About this exercise:
Without the images, write out the whole listing exactly.

Given records:
⟨
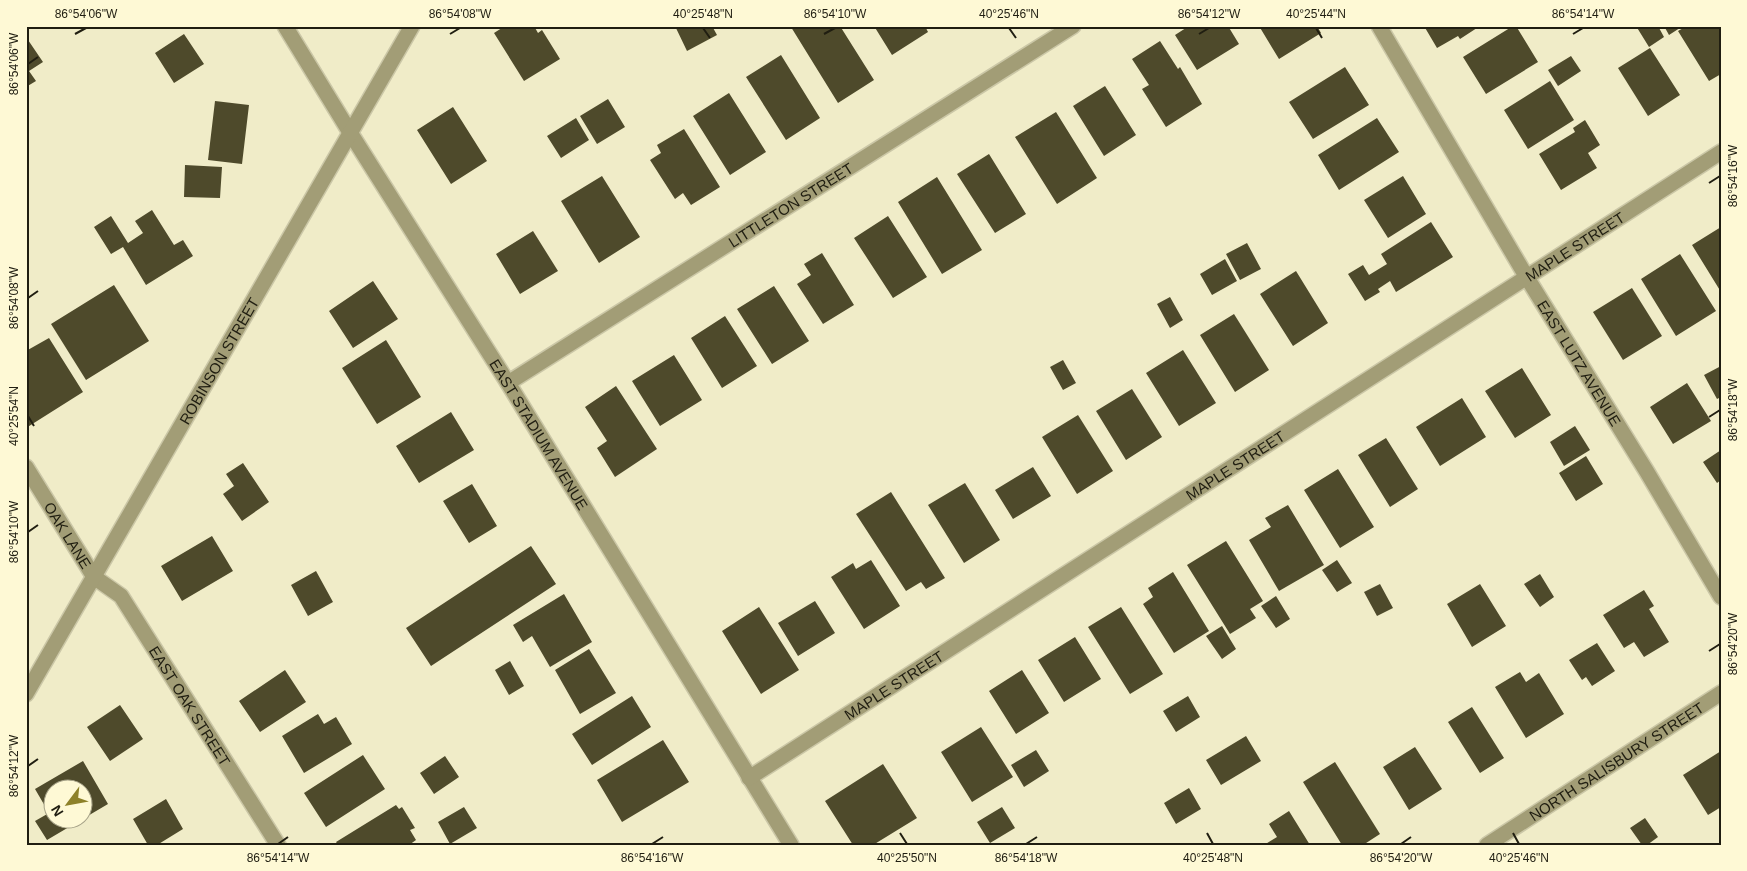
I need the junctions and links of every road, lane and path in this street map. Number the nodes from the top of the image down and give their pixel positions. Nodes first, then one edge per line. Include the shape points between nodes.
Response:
1 (285, 26) edge
2 (412, 26) edge
3 (1073, 26) edge
4 (1379, 26) edge
5 (350, 134) junction
6 (1721, 152) edge
7 (1526, 276) junction
8 (508, 383) junction
9 (26, 466) edge
10 (94, 577) junction
11 (1721, 597) edge
12 (1721, 693) edge
13 (26, 694) edge
14 (749, 778) junction
15 (278, 845) edge
16 (791, 845) edge
17 (1487, 845) edge

1 - 5 street, EAST STADIUM AVENUE
2 - 5 street, ROBINSON STREET
3 - 8 street, LITTLETON STREET
4 - 7 street, EAST LUTZ AVENUE
5 - 8 street, EAST STADIUM AVENUE
5 - 10 street, ROBINSON STREET
6 - 7 street, MAPLE STREET
7 - 11 street, EAST LUTZ AVENUE
7 - 14 street, MAPLE STREET
8 - 14 street, EAST STADIUM AVENUE
9 - 10 street, OAK LANE
10 - 13 street, ROBINSON STREET
10 - 15 street, EAST OAK STREET via 121,596
12 - 17 street, NORTH SALISBURY STREET
14 - 16 street, EAST STADIUM AVENUE

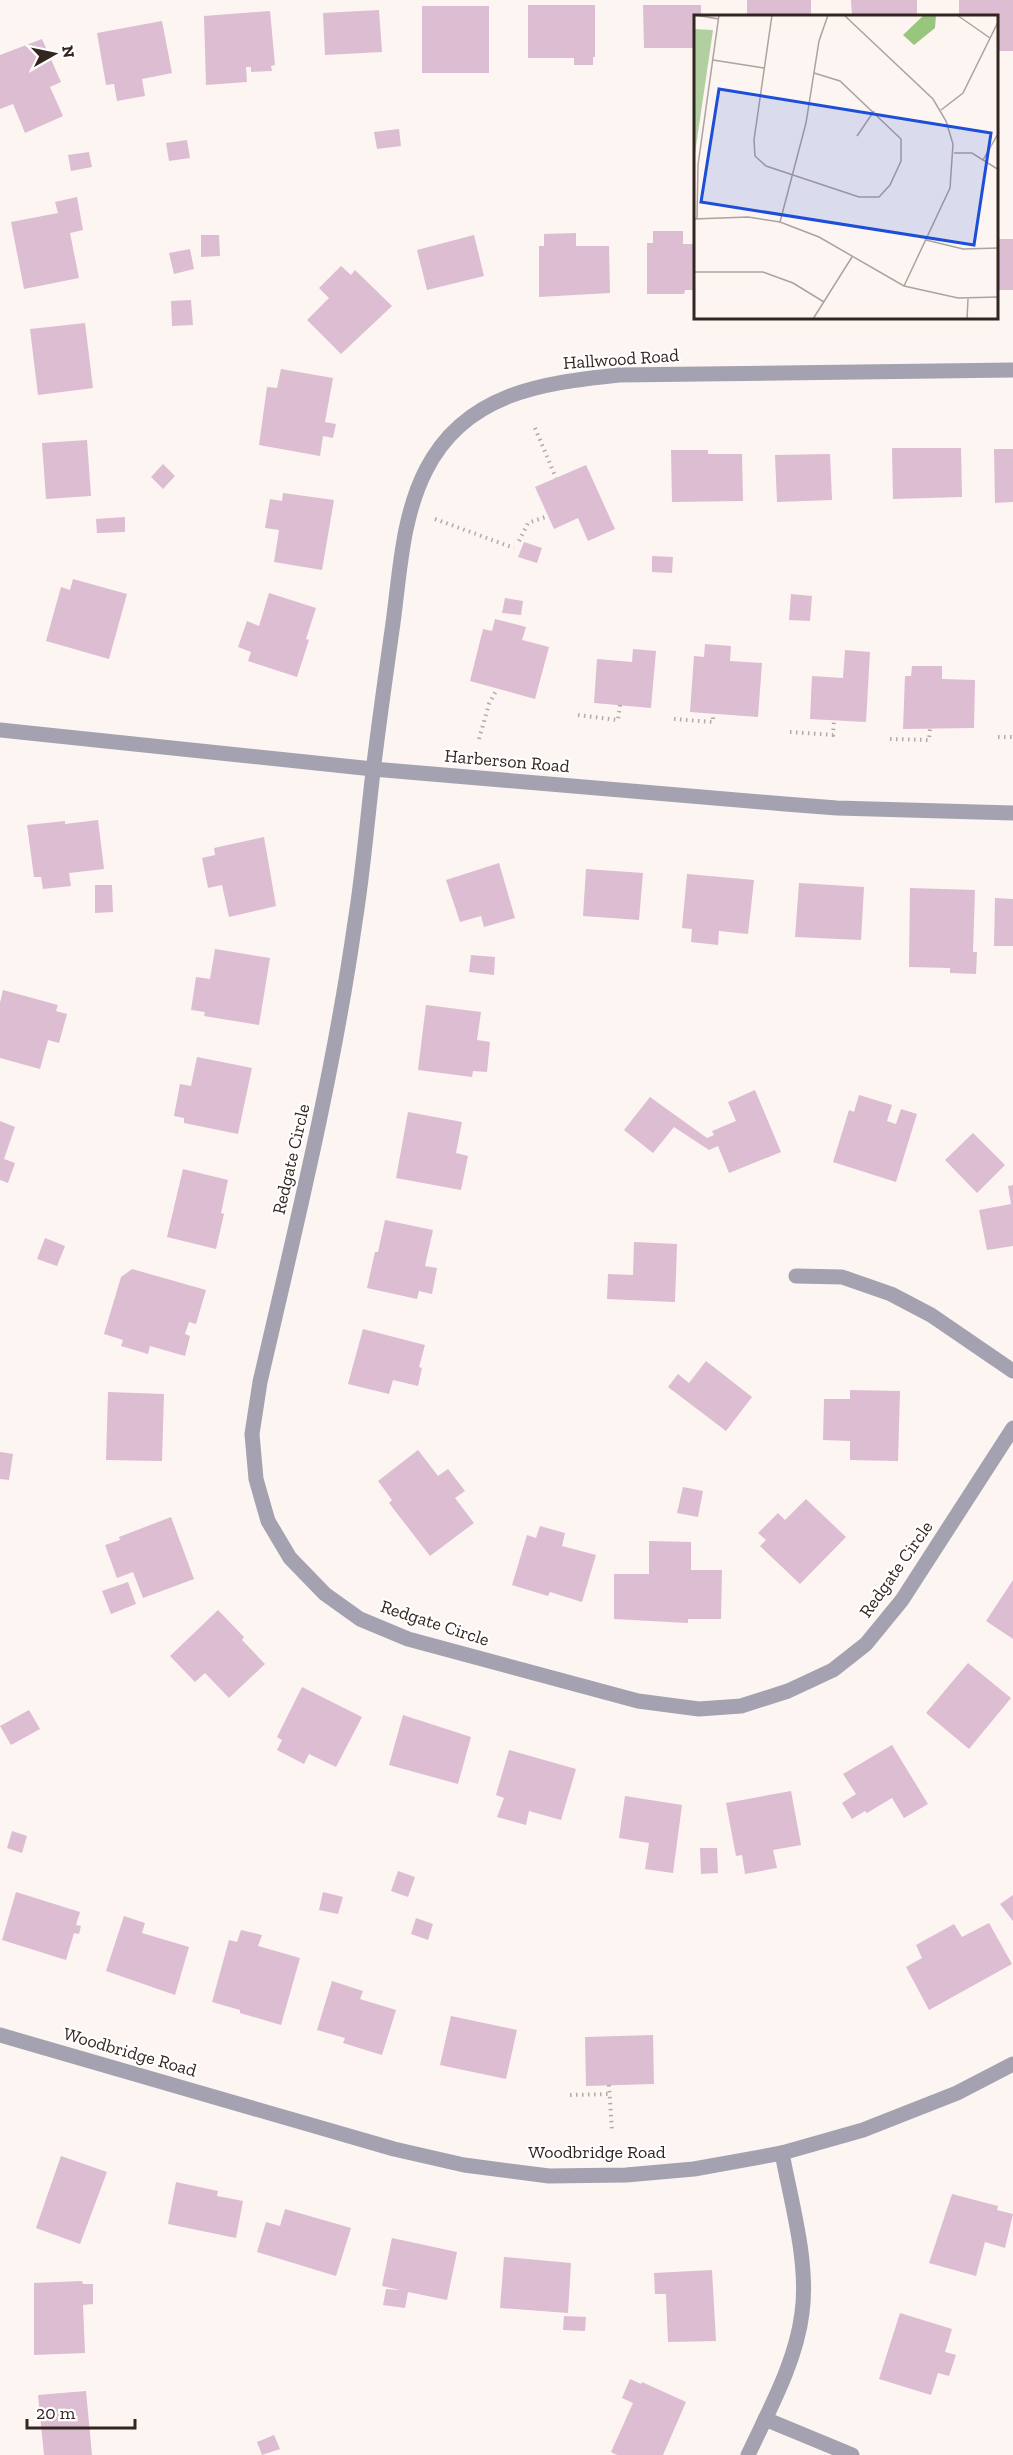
⟩
Result below:
I need the junctions and links of every road, lane and path in this street map. Number the nodes from the top of the image down and give their pixel positions. Nodes first, then one edge per line. Include the shape points between nodes.
Response:
1 (285, 26) edge
2 (412, 26) edge
3 (1073, 26) edge
4 (1379, 26) edge
5 (350, 134) junction
6 (1721, 152) edge
7 (1526, 276) junction
8 (508, 383) junction
9 (26, 466) edge
10 (94, 577) junction
11 (1721, 597) edge
12 (1721, 693) edge
13 (26, 694) edge
14 (749, 778) junction
15 (278, 845) edge
16 (791, 845) edge
17 (1487, 845) edge

1 - 5 street, EAST STADIUM AVENUE
2 - 5 street, ROBINSON STREET
3 - 8 street, LITTLETON STREET
4 - 7 street, EAST LUTZ AVENUE
5 - 8 street, EAST STADIUM AVENUE
5 - 10 street, ROBINSON STREET
6 - 7 street, MAPLE STREET
7 - 11 street, EAST LUTZ AVENUE
7 - 14 street, MAPLE STREET
8 - 14 street, EAST STADIUM AVENUE
9 - 10 street, OAK LANE
10 - 13 street, ROBINSON STREET
10 - 15 street, EAST OAK STREET via 121,596
12 - 17 street, NORTH SALISBURY STREET
14 - 16 street, EAST STADIUM AVENUE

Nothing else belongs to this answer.